I am writing a type converter for my Room database. I have a couple custom enum classes and I want to convert all of them to its ordinals when stored in the database. So, instead of writing the following for every single class, is there any way to simplify it (such as pass in a generic enum type)?
class Converter {
@TypeConverter
fun toOrdinal(type: TypeA): Int = type.ordinal
@TypeConverter
fun toTypeA(ordinal: Int): TypeA = TypeA.values().first { it.ordinal == ordinal }
@TypeConverter
fun toOrdinal(type: TypeB): Int = type.ordinal
@TypeConverter
fun toTypeB(ordinal: Int): TypeB = TypeB.values().first { it.ordinal == ordinal }
...
}
As discussed here, Room can't handle generic converters at the moment. I think the best you can do is create extensions that make writing these enum converters quicker:
@Suppress("NOTHING_TO_INLINE")
private inline fun <T : Enum<T>> T.toInt(): Int = this.ordinal
private inline fun <reified T : Enum<T>> Int.toEnum(): T = enumValues<T>()[this]

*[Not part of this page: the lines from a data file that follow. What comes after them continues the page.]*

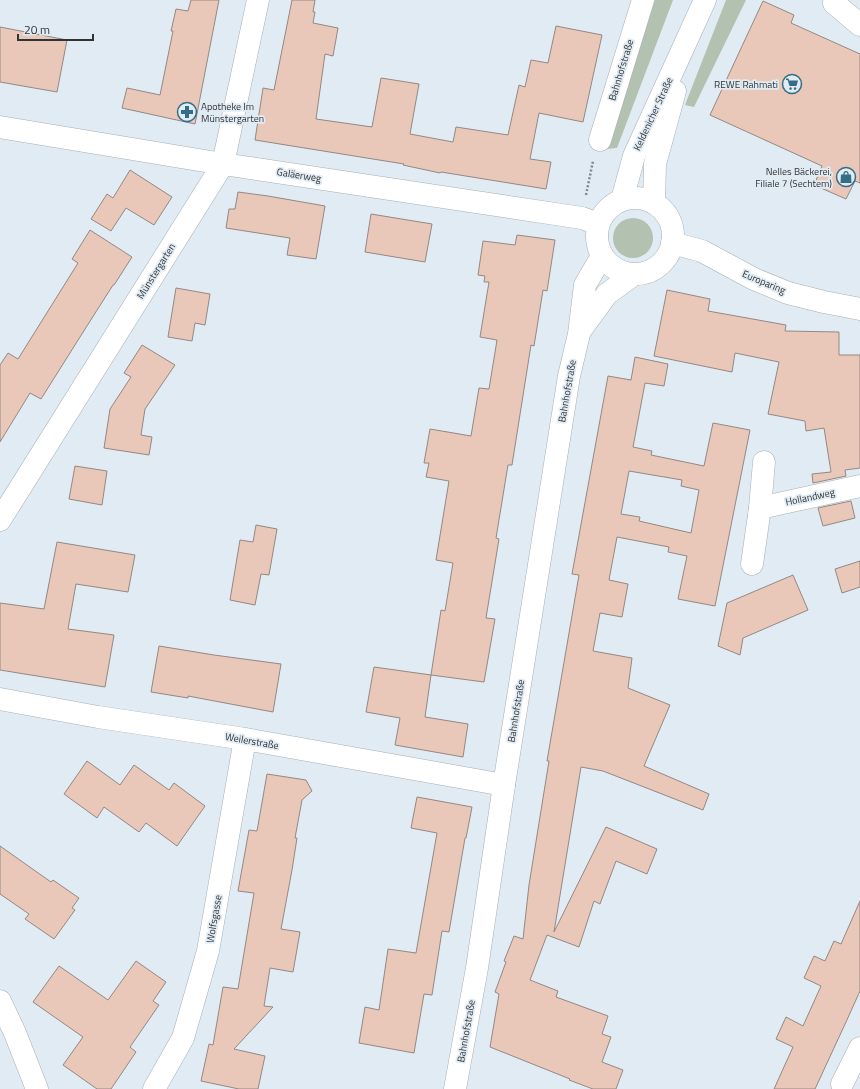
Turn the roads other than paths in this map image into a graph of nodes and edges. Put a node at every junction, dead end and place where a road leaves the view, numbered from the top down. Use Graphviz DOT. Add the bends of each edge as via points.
graph roads {
  1 [pos="258,0"];
  2 [pos="643,0"];
  3 [pos="705,0"];
  4 [pos="834,3"];
  5 [pos="860,25"];
  6 [pos="691,30"];
  7 [pos="0,127"];
  8 [pos="597,149"];
  9 [pos="223,164"];
  10 [pos="622,200"];
  11 [pos="654,203"];
  12 [pos="590,221"];
  13 [pos="672,243"];
  14 [pos="602,256"];
  15 [pos="633,274"];
  16 [pos="860,309"];
  17 [pos="579,334"];
  18 [pos="764,462"];
  19 [pos="860,486"];
  20 [pos="760,508"];
  21 [pos="0,520"];
  22 [pos="752,564"];
  23 [pos="0,698"];
  24 [pos="245,739"];
  25 [pos="504,785"];
  26 [pos="0,1001"];
  27 [pos="860,1048"];
  28 [pos="842,1084"];
  29 [pos="37,1089"];
  30 [pos="154,1089"];
  31 [pos="455,1089"];
  1 -- 9 [label="street, Münstergarten"];
  2 -- 8 [label="street, Bahnhofstraße"];
  3 -- 6 [label="street, Keldenicher Straße"];
  4 -- 5 [label="street"];
  6 -- 10 [label="street, Keldenicher Straße" via="634,156"];
  6 -- 11 [label="street, Keldenicher Straße" via="655,164"];
  7 -- 9 [label="street, Galäerweg"];
  9 -- 12 [label="street, Galäerweg"];
  9 -- 21 [label="street, Münstergarten"];
  10 -- 11 [label="street" via="644,199"];
  10 -- 12 [label="street"];
  11 -- 13 [label="street" via="669,220"];
  12 -- 14 [label="street"];
  13 -- 15 [label="street, Bahnhofstraße" via="669,254 662,263 644,274"];
  13 -- 16 [label="street, Europaring" via="702,251 754,279 788,293"];
  14 -- 15 [label="street" via="621,272"];
  14 -- 17 [label="street, Bahnhofstraße" via="585,284"];
  15 -- 17 [label="street, Bahnhofstraße" via="607,294"];
  17 -- 25 [label="street, Bahnhofstraße" via="569,376"];
  18 -- 20 [label="street"];
  19 -- 20 [label="street, Hollandweg"];
  20 -- 22 [label="street"];
  23 -- 24 [label="street, Weilerstraße" via="98,717"];
  24 -- 25 [label="street, Weilerstraße"];
  24 -- 30 [label="street, Wolfsgasse" via="208,951 182,1038"];
  25 -- 31 [label="street, Bahnhofstraße" via="477,968"];
  26 -- 29 [label="street"];
  27 -- 28 [label="street"];
}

This would simplify each pair of converters to this code:
@TypeConverter fun myEnumToTnt(value: MyEnum) = value.toInt()
@TypeConverter fun intToMyEnum(value: Int) = value.toEnum<MyEnum>()
Or if you might be storing null values:
@TypeConverter fun myEnumToTnt(value: MyEnum?) = value?.toInt()
@TypeConverter fun intToMyEnum(value: Int?) = value?.toEnum<MyEnum>()
You can use a composition interface to achieve this as you cannot write a single converter class for multiple object types. It is kind of hacky but might just work:
interface BaseType {
val arg0: String
fun asString() : String? {
return when(this) {
is TypeA -> "${TypeA::class.simpleName}$separatorParam$arg0"
is TypeB -> "${TypeB::class.simpleName}$separatorParam$arg0"
else -> null
}
}
companion object {
const val separatorParam = "::"
}
}
enum class TypeA (override val arg0: String) : BaseType {
A_ONE("argument 1"),
A_TWO("argument 2");
companion object {
fun getValueTypes(arg0: String) : TypeA? = values().firstOrNull { it.arg0 == arg0 }
}
}
enum class TypeB (override val arg0: String) : BaseType {
A_ONE("argument 1"),
A_TWO("argument 2");
companion object {
fun getValueTypes(arg0: String) : TypeB? = values().firstOrNull { it.arg0 == arg0 }
}
}
class Converter {
@TypeConverter
fun fromBaseType(type: BaseType) : String? = type.asString()
@TypeConverter
fun toBaseType(param: String?) : BaseType? = param?.asBaseType()
private fun String.asBaseType() : BaseType? {
val stringArray = this.split(BaseType.separatorParam)
val className : String? = stringArray[0]
return when(className) {
TypeA::class.simpleName -> TypeA.getValueTypes(stringArray[1])
TypeB::class.simpleName -> TypeB.getValueTypes(stringArray[1])
else -> null
}
}
}
Then you need a function in your data class
to provide you the actual TypeA or TypeB
data class MyDbModel(val baseType: BaseType) {
inline fun <reified T: BaseType> getTypeAs() : T? =
when(baseType) {
is TypeA -> TypeA.getValueTypes(baseType.arg0) as? T
is TypeB -> TypeB.getValueTypes(baseType.arg0) as? T
else -> null
}
}
fun foo() {
val model = MyDbModel(TypeA.A_ONE)
val type = model.getTypeAs<TypeA>()
}
The disadvantage of this is that it works only for unique arg0
within the specific enum, for that you could use ordinal or you could use generated ID like R.id.a_one
as the first parameter and then the second parameter could be your string.